They say it takes 40 days of practice to make something a habit: flossing teeth, wearing sunscreen, making your bed each morning.
You know what’s also worth practicing? Keeping ourselves positive and forward-looking at school.
There are many ways to attack this and we know our users have unique experiences. (We hope you’ll share some of your positivity-building strategies in the comments or via social.) We’re building our positivity habit by switching out some items from our vocabulary.
We’re starting with three words/phrases to cut down on in favor of words that will keep us on a more positive (and empowered) path.

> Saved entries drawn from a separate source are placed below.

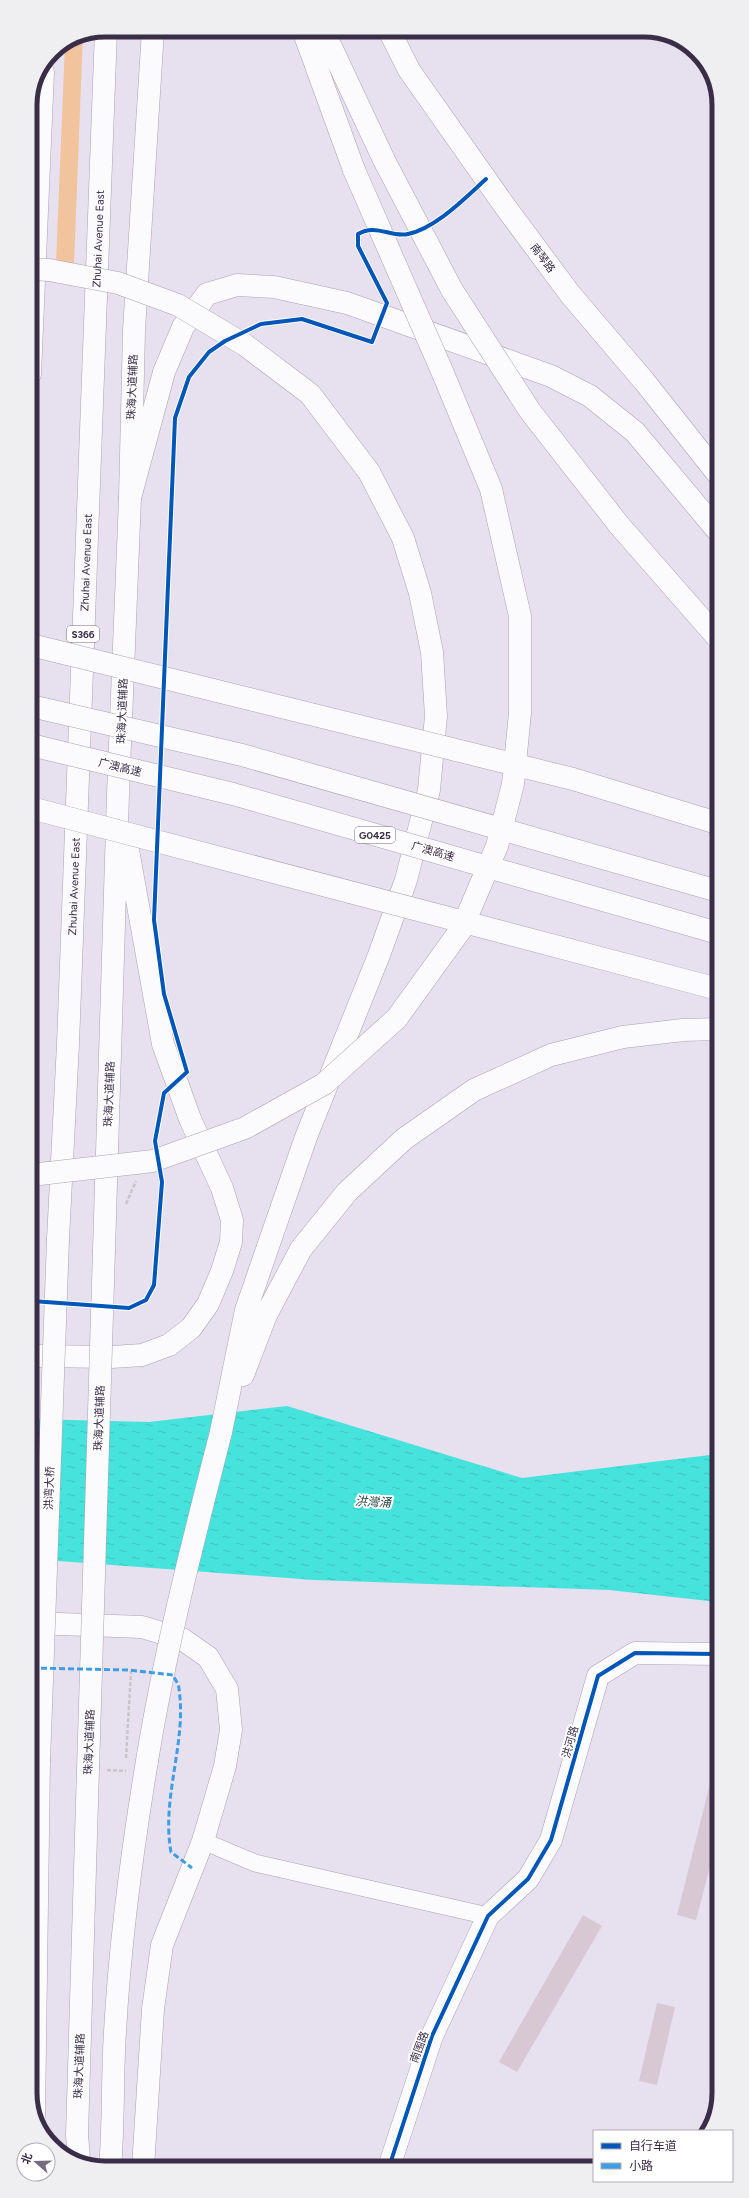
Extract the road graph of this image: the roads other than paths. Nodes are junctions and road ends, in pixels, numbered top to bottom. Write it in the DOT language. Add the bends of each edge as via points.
graph roads {
  1 [pos="106,37"];
  2 [pos="153,37"];
  3 [pos="306,37"];
  4 [pos="325,37"];
  5 [pos="392,37"];
  6 [pos="43,77"];
  7 [pos="37,211"];
  8 [pos="37,269"];
  9 [pos="712,467"];
  10 [pos="130,498"];
  11 [pos="712,524"];
  12 [pos="712,631"];
  13 [pos="37,646"];
  14 [pos="37,707"];
  15 [pos="37,746"];
  16 [pos="118,794"];
  17 [pos="37,810"];
  18 [pos="712,822"];
  19 [pos="712,889"];
  20 [pos="712,931"];
  21 [pos="712,987"];
  22 [pos="712,1029"];
  23 [pos="37,1174"];
  24 [pos="222,1188"];
  25 [pos="58,1239"];
  26 [pos="256,1313"];
  27 [pos="37,1342"];
  28 [pos="37,1356"];
  29 [pos="37,1623"];
  30 [pos="712,1654"];
  31 [pos="203,1841"];
  32 [pos="37,1903"];
  33 [pos="488,1916"];
  34 [pos="79,2156"];
  35 [pos="110,2161"];
  36 [pos="143,2161"];
  37 [pos="391,2161"];
  1 -- 25 [label="main road, Zhuhai Avenue East / S366" via="68,1044"];
  2 -- 10 [label="main road, 珠海大道辅路" via="134,330"];
  3 -- 23 [label="main road, bridge" via="354,170 491,489 520,616 520,713 513,784 498,846 462,928 397,1018 324,1084 245,1128 153,1161"];
  4 -- 12 [label="main road, bridge" via="384,160 452,290 530,411 619,525"];
  5 -- 9 [label="main road, 南琴路" via="409,70 508,212 570,294"];
  6 -- 7 [label="main road"];
  8 -- 26 [label="main road, bridge" via="118,283 178,305 245,344 310,394 369,472 403,538 420,593 432,652 436,716 429,790 406,880 379,955 306,1137"];
  10 -- 11 [label="main road" via="164,372 182,326 207,294 237,285 274,287 347,303 551,376 590,396 635,432"];
  10 -- 16 [label="main road, 珠海大道辅路"];
  13 -- 18 [label="main road, bridge" via="573,779"];
  14 -- 19 [label="main road, bridge" via="242,755"];
  15 -- 20 [label="main road, 广澳高速 / G0425, bridge" via="233,794"];
  16 -- 24 [label="main road" via="163,1044 190,1119"];
  16 -- 34 [label="main road, 珠海大道辅路, bridge" via="77,2135"];
  17 -- 21 [label="main road, bridge"];
  22 -- 26 [label="main road" via="623,1037 551,1055 474,1090 404,1139 347,1192 301,1249"];
  24 -- 27 [label="main road" via="224,1215 216,1257 193,1304 168,1329 140,1341 108,1344"];
  24 -- 28 [label="main road" via="232,1220 231,1242 208,1304 191,1328 169,1345 142,1355"];
  25 -- 32 [label="main road, 洪湾大桥 / S366, bridge" via="39,1761"];
  26 -- 35 [label="main road, bridge" via="221,1432 176,1609 159,1688 133,1843 122,1938"];
  29 -- 31 [label="main road" via="142,1627 182,1639 208,1657 227,1689 231,1730 225,1766"];
  30 -- 33 [label="main road, 洪河路" via="635,1653 598,1676 551,1840 528,1879"];
  31 -- 33 [label="street" via="255,1862"];
  31 -- 36 [label="main road" via="162,1945 153,2009"];
  33 -- 37 [label="main road, 南围路" via="432,2036"];
}
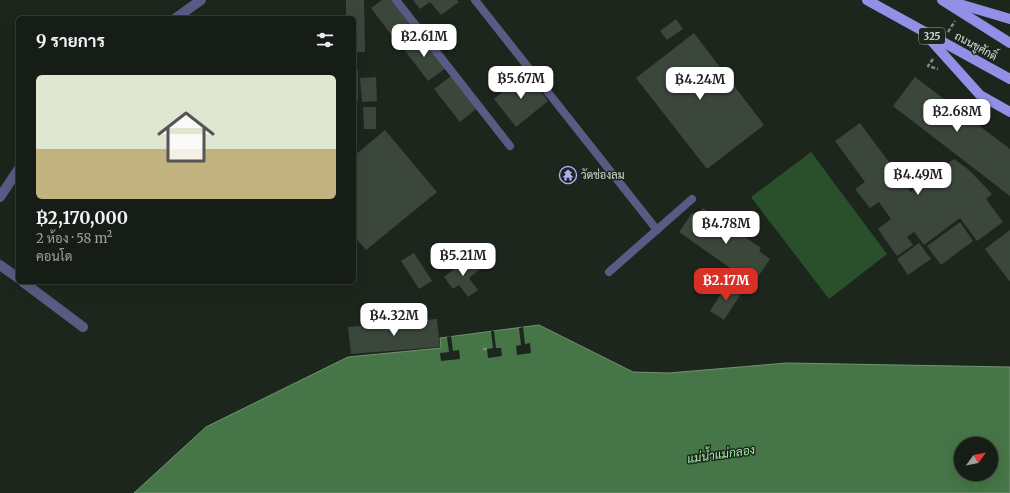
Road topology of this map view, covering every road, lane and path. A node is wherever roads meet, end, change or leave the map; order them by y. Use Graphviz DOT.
graph roads {
  1 [pos="201,0"];
  2 [pos="396,0"];
  3 [pos="474,0"];
  4 [pos="867,0"];
  5 [pos="942,0"];
  6 [pos="948,0"];
  7 [pos="179,16"];
  8 [pos="1010,18"];
  9 [pos="922,30"];
  10 [pos="1010,43"];
  11 [pos="1010,79"];
  12 [pos="1010,112"];
  13 [pos="510,146"];
  14 [pos="16,173"];
  15 [pos="0,197"];
  16 [pos="692,199"];
  17 [pos="656,230"];
  18 [pos="0,265"];
  19 [pos="609,272"];
  20 [pos="16,277"];
  21 [pos="26,284"];
  22 [pos="83,327"];
  23 [pos="487,349"];
  24 [pos="483,350"];
  1 -- 7 [label="street"];
  2 -- 13 [label="lane"];
  3 -- 17 [label="lane"];
  4 -- 9 [label="main road, ถนนชูศักดิ์ / 325"];
  5 -- 10 [label="main road, ถนนชูศักดิ์"];
  6 -- 8 [label="main road"];
  9 -- 11 [label="main road, ถนนชูศักดิ์ / 325"];
  9 -- 12 [label="main road"];
  14 -- 15 [label="street"];
  16 -- 17 [label="lane"];
  17 -- 19 [label="lane"];
  18 -- 20 [label="street"];
  21 -- 22 [label="street"];
  23 -- 24 [label="path"];
}
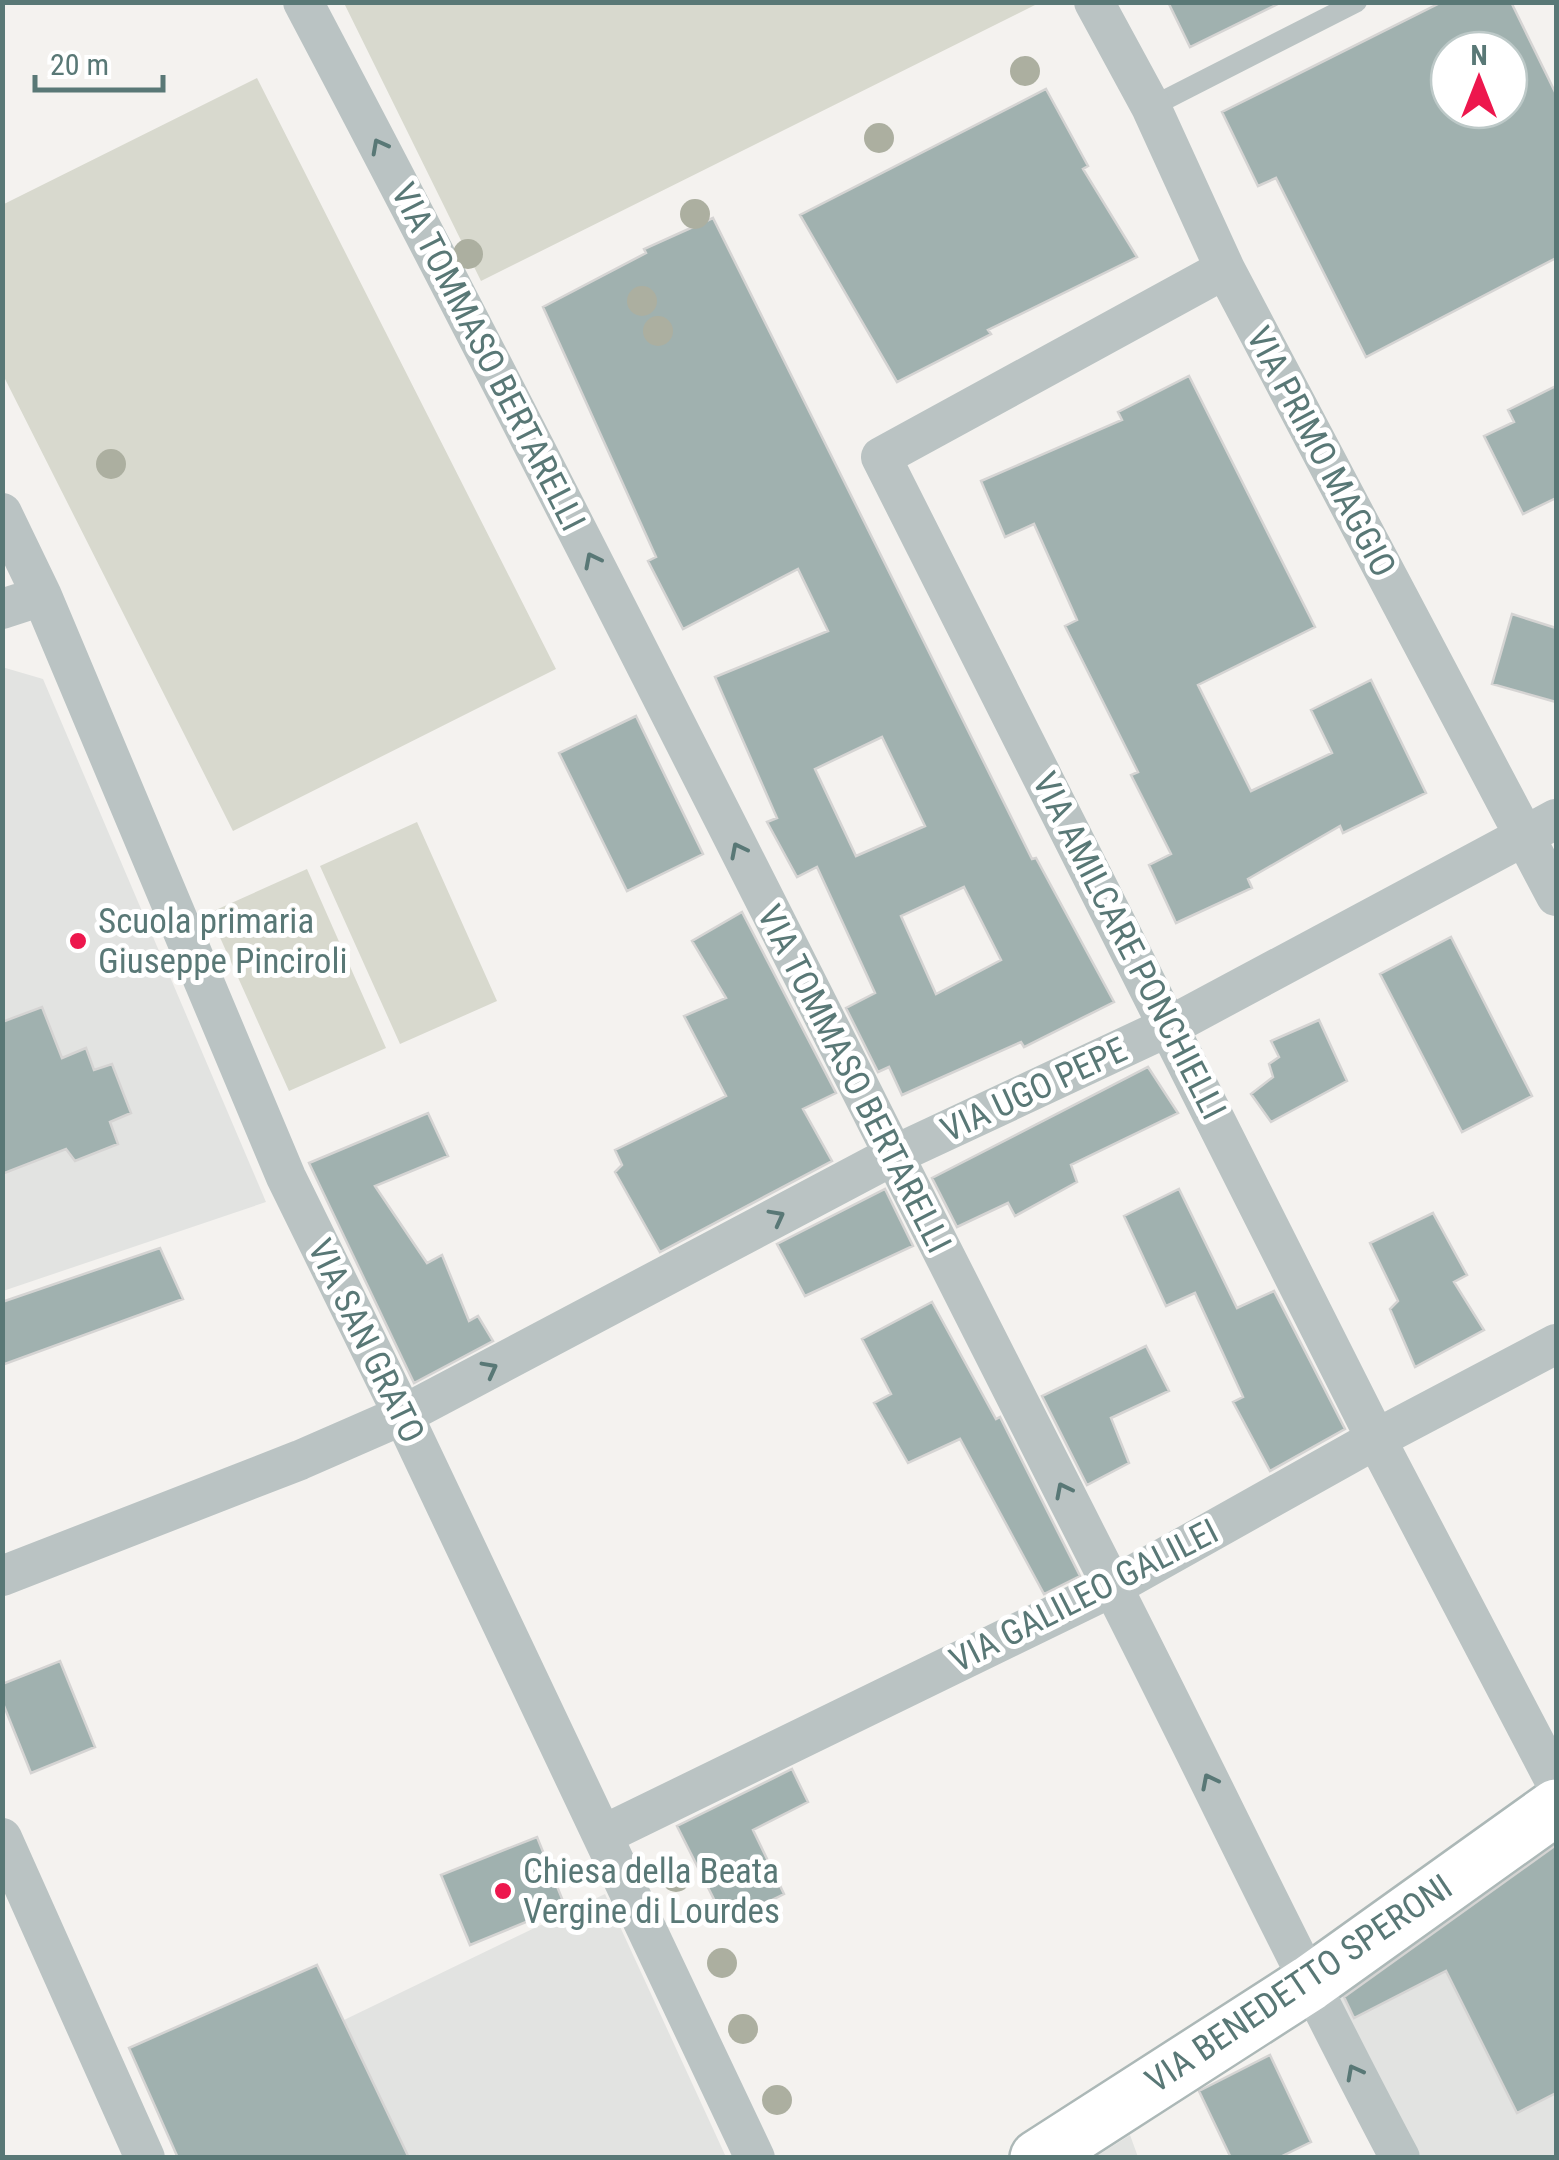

Stop “trying” and start doing
A Yoda classic: there is no try.
If you’ve ever made yourself mindful of how often you say “try” instead of “will” or “do,” it can be eye-opening. By forcing ourselves to speak and think in a way that affirms we can and will do something - that we have the ability to make things happen - we support our positivity habit. And remind ourselves that we’re awesome.
Instead of “I wish” use “I will”
You’ve got classroom goals. And you’re going to crush those goals even faster when you trade “I wish I could start that new digital literacy program with my students” for “I will start that new digital literacy program with my students.”
You can. You will. Speak it. Think it. Know it. Do it.
Say goodbye to “Just” and “Sorry” when you email your colleagues
There’s problem with “just wanting to know” and being “sorry for asking.” It completely undermines us. These phrases imply that we are apologetic - perhaps even defensive - for attempting to get things done and move ideas forward at school. (Gwyneth Paltrow spoke of this!)
"These phrases imply that we are apologetic - perhaps even defensive - for attempting to get things done and move ideas forward at school."
Monitoring how often we needlessly apologize is all about personal positivity. It’s possible to be a responsive, attentive, accommodating colleague without apologizing for asking a question at a faculty meeting or telling your tech director you’re sorry for needing extra attention as you learn your school’s latest teach addition.
It’s also possible to be a supportive, nurturing educator without justifying to your students that you “just wanted to give them a little extra practice” or “you’re just trying to prepare them for the SATs.”
Bonus round - there is actually a Chrome extension that will help you limit how often you say “just” and “sorry” in emails. If you’ve made it a bad habit to apologize to every inch of the faculty lounge, perhaps it’s not the worst idea to download and test out.